(TASK DATA)
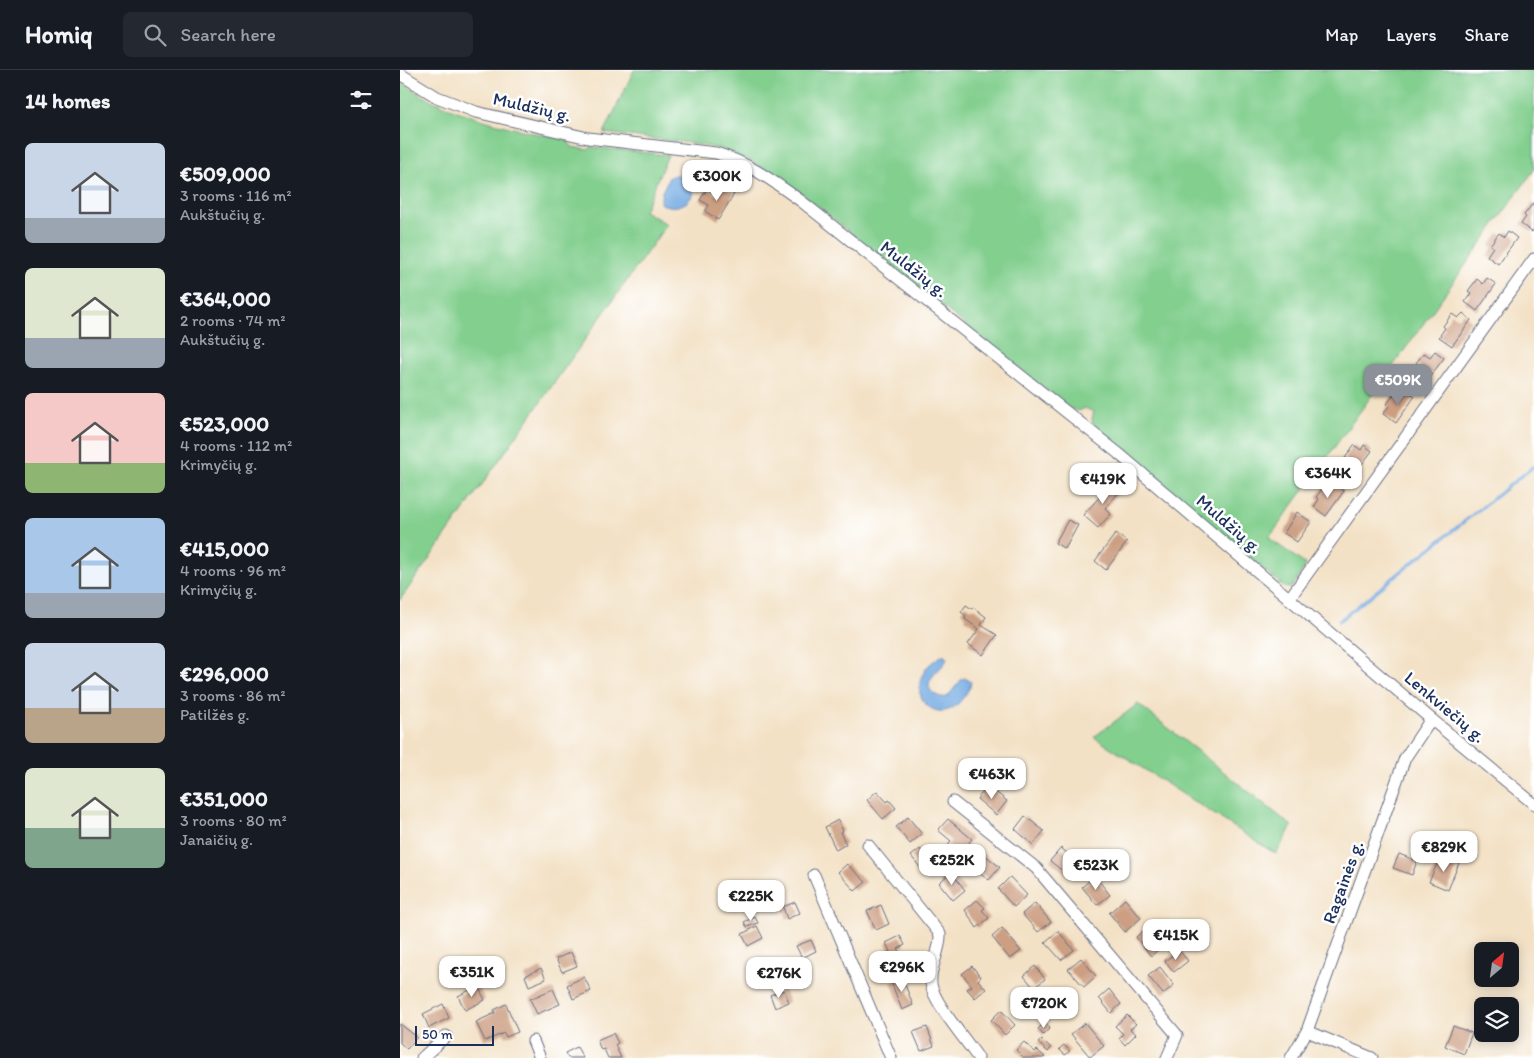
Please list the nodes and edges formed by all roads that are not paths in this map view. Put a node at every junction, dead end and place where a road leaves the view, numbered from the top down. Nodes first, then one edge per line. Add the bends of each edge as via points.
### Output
1 (400, 74) edge
2 (1534, 259) edge
3 (1289, 599) junction
4 (1334, 637) joint
5 (1431, 719) junction
6 (953, 802) dead end
7 (1534, 804) edge
8 (868, 845) dead end
9 (814, 875) dead end
10 (1307, 1031) junction
11 (446, 1036) dead end
12 (533, 1041) dead end
13 (422, 1058) edge
14 (540, 1058) edge
15 (891, 1058) edge
16 (978, 1058) edge
17 (1167, 1058) edge
18 (1291, 1058) edge
19 (1372, 1058) edge

1 - 3 street, Muldžių g. via 437,97 476,112 588,138 716,154 754,168 801,201 1095,435
2 - 3 street
3 - 4 street, Muldžių g.
4 - 5 street, Lenkviečių g.
5 - 7 street, Lenkviečių g.
5 - 10 street, Ragainės g. via 1406,758
6 - 17 street via 1036,868 1177,1035
8 - 16 street via 940,934 930,984 951,1021
9 - 15 street
10 - 18 street, Ragainės g.
10 - 19 street
11 - 13 street
12 - 14 street

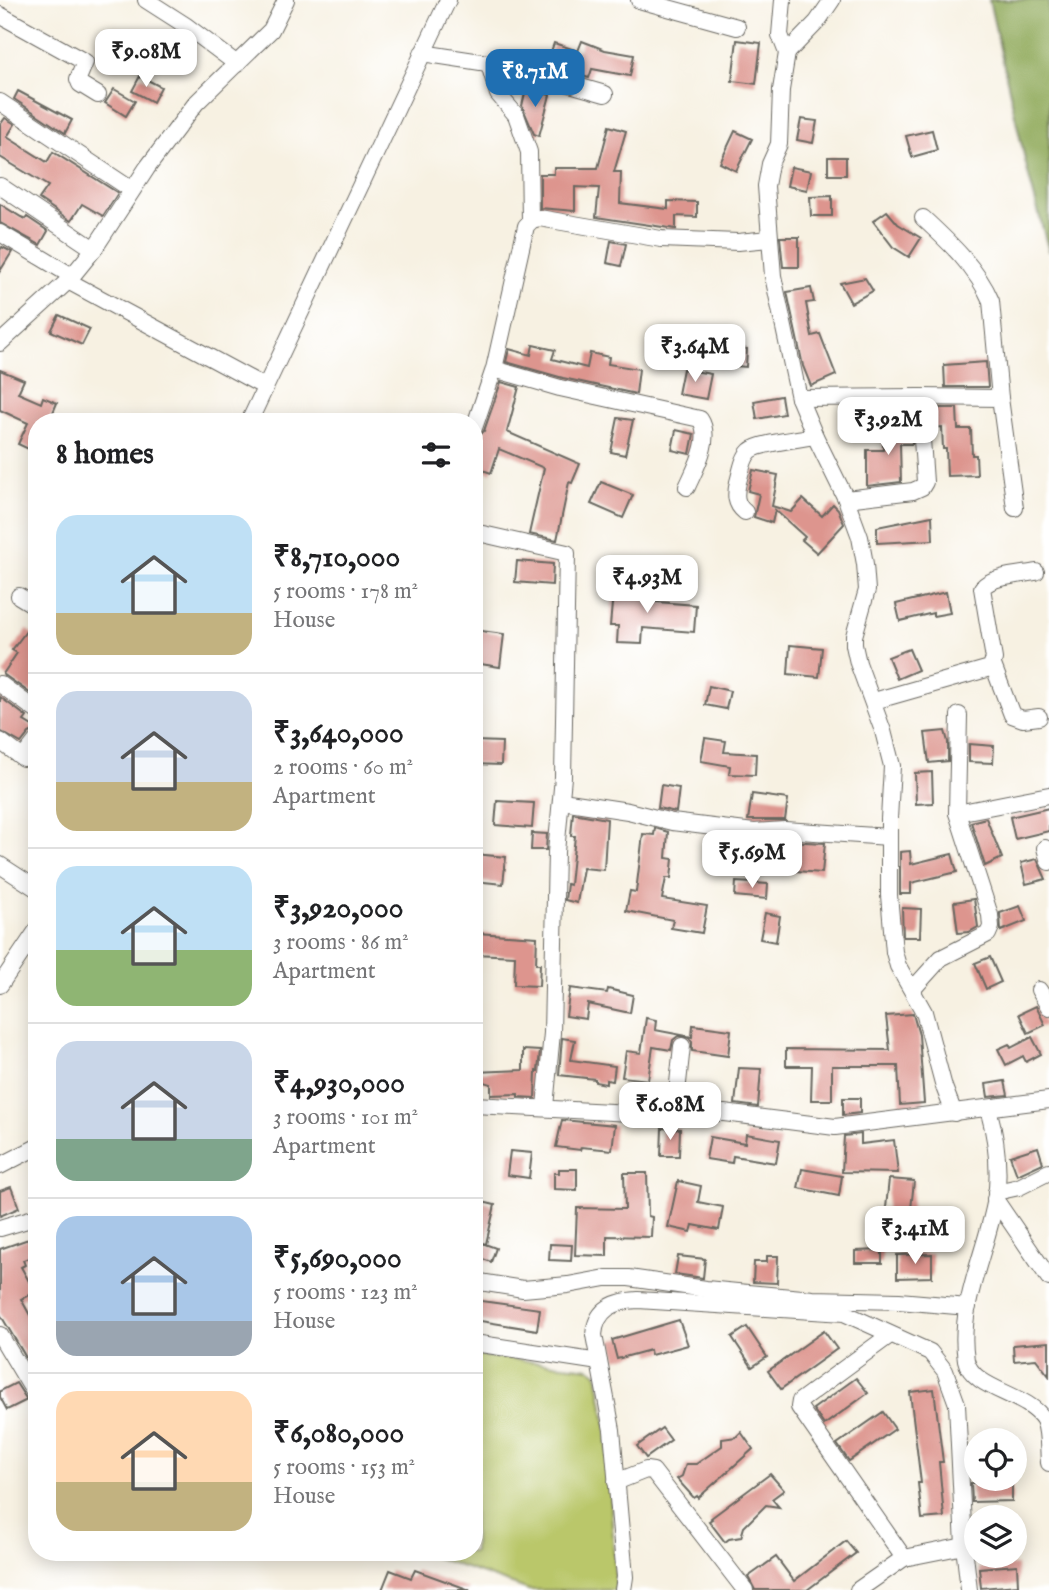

(PROBLEM DESCRIPTION) Would you please repeat all the data word for word, but without the pictures?

(EXERCISE OUTPUT)
Please list the nodes and edges formed by all roads that are not paths in this map view. Put a node at every junction, dead end and place where a road leaves the view, numbered from the top down. Nodes first, then one edge per line. Add the bends of each edge as via points.
### Output
1 (400, 74) edge
2 (1534, 259) edge
3 (1289, 599) junction
4 (1334, 637) joint
5 (1431, 719) junction
6 (953, 802) dead end
7 (1534, 804) edge
8 (868, 845) dead end
9 (814, 875) dead end
10 (1307, 1031) junction
11 (446, 1036) dead end
12 (533, 1041) dead end
13 (422, 1058) edge
14 (540, 1058) edge
15 (891, 1058) edge
16 (978, 1058) edge
17 (1167, 1058) edge
18 (1291, 1058) edge
19 (1372, 1058) edge

1 - 3 street, Muldžių g. via 437,97 476,112 588,138 716,154 754,168 801,201 1095,435
2 - 3 street
3 - 4 street, Muldžių g.
4 - 5 street, Lenkviečių g.
5 - 7 street, Lenkviečių g.
5 - 10 street, Ragainės g. via 1406,758
6 - 17 street via 1036,868 1177,1035
8 - 16 street via 940,934 930,984 951,1021
9 - 15 street
10 - 18 street, Ragainės g.
10 - 19 street
11 - 13 street
12 - 14 street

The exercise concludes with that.